Dépité, je finis par me rendre en Gambie voisine dans les environs de Amdalaï, l’agglomération située en face, au-delà de la frontière. Pourtant, j’avais des préjugés sur la fiabilité des médicaments servis en Gambie et sur le niveau de qualification des infirmiers de ce pays. Du simple fait de la différence des deux systèmes de santé et notamment de la vente libre des médicaments, contrairement à la rigueur de la réglementation des officines de pharmacie au Sénégal. Là-bas, je fus pris en charge et soigné à un coût raisonnable.
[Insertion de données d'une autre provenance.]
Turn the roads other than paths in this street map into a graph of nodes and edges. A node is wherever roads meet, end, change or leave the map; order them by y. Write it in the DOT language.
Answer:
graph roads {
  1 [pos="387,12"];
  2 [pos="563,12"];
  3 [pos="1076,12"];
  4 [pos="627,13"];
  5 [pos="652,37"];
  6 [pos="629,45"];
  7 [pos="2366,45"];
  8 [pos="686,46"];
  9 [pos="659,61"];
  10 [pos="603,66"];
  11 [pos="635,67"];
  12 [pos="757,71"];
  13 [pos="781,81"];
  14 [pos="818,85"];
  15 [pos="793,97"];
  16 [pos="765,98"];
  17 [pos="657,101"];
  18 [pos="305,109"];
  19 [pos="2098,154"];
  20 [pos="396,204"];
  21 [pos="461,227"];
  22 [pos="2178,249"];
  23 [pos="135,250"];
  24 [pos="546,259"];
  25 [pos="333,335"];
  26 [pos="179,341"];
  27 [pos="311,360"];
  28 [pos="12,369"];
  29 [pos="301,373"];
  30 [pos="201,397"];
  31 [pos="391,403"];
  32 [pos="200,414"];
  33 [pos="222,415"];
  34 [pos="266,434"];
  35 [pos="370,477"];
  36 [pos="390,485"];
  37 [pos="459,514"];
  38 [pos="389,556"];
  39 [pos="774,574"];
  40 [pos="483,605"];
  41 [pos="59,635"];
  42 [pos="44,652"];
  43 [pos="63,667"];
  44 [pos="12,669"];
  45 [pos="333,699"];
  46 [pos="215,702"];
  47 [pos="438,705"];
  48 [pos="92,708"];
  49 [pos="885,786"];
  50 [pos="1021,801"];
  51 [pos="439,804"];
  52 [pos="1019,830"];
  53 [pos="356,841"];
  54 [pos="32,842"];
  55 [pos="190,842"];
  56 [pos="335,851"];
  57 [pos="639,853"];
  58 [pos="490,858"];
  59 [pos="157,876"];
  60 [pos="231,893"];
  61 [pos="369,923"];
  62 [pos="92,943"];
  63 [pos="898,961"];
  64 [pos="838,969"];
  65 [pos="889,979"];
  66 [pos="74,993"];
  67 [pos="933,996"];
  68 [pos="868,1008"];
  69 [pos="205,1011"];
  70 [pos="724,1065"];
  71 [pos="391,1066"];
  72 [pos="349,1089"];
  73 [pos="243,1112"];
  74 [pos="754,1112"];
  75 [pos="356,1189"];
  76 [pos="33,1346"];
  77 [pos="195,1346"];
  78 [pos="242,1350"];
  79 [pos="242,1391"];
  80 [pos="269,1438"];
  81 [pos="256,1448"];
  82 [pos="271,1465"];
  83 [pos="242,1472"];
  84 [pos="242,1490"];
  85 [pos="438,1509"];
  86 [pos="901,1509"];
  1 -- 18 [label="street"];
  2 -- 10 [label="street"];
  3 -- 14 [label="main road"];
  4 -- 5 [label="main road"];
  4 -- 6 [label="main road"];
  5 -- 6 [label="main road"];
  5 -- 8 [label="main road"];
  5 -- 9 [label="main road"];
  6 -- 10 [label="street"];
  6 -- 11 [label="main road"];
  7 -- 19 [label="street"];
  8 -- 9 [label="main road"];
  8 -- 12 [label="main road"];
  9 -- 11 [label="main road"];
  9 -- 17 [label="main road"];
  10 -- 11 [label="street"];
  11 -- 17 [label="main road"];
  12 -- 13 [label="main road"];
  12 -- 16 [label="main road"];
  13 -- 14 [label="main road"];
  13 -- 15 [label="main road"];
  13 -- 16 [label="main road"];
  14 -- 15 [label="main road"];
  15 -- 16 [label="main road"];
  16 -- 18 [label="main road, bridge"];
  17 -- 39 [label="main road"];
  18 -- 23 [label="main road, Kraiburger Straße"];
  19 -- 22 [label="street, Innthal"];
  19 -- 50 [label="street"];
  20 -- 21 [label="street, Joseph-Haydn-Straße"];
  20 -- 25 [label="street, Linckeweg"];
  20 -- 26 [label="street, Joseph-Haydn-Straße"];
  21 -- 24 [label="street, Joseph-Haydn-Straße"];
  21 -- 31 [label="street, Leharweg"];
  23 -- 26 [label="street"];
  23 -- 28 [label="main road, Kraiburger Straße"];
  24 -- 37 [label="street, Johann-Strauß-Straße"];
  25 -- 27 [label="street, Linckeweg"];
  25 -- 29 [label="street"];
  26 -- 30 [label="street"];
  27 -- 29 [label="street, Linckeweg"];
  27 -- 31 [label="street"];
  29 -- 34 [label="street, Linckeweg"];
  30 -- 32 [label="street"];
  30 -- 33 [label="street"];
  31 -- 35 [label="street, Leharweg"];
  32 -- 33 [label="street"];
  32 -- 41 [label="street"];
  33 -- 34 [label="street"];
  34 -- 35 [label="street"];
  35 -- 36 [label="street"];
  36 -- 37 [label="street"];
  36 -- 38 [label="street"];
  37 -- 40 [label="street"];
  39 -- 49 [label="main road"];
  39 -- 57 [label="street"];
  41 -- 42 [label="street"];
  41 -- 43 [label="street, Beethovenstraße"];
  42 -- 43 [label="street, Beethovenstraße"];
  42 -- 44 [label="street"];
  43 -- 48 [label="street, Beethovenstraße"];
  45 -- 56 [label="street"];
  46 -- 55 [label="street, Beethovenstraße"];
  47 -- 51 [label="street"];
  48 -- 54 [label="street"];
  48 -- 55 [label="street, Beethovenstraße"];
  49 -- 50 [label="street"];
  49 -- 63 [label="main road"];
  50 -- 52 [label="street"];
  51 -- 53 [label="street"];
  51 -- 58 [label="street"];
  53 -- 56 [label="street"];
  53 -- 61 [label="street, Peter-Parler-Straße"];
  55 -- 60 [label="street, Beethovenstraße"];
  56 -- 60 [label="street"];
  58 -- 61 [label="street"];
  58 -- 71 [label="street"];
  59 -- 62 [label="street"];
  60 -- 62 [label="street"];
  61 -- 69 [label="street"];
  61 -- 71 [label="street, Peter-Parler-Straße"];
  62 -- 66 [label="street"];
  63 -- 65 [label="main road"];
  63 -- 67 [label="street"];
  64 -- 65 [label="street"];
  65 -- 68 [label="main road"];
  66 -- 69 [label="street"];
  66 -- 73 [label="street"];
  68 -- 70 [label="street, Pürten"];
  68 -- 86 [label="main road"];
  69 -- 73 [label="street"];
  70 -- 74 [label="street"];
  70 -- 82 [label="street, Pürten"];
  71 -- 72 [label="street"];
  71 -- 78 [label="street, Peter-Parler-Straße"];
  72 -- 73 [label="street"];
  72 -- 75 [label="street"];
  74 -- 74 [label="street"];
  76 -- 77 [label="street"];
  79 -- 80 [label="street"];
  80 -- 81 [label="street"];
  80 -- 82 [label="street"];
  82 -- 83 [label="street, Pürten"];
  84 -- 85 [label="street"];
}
Depuis ce jour, j’ai opté définitivement pour les prestations sanitaires de la Gambie, surtout que je me dis qu’au Sénégal se développent de jour en jour des circuits non officiels de commercialisation de
médicaments de toutes sortes. Comme le dit le vieil adage « un tiens vaut mieux que deux tu l’auras».
Comme annoncé au début, l’accessibilité aux soins au Sénégal ne dépasse guère les intentions de principe. C’est comme si l’Etat, pour soigner son image sur le plan international, était plutôt disposé à élaborer des textes sans y mettre la volonté de les rendre effectifs et efficients.
Le monde rural accuse particulièrement un déficit cruel en personnel médical qualifié et en infrastructures de santé. On a comme l’impression que ce personnel, s’il existe, se complaisait à récolter des per diem à travers les séminaires plutôt que de rester au chevet de leurs malades. Etant entendu que, de toutes les façons, il serait payé à la fin du mois !
C’est tout de même une contradiction pour l’Etat du Sénégal qui encourage, du fait de son désengagement dans le secteur de santé publique- surtout en milieu rural- sa propre population transfrontalière démunie à se faire traiter ailleurs.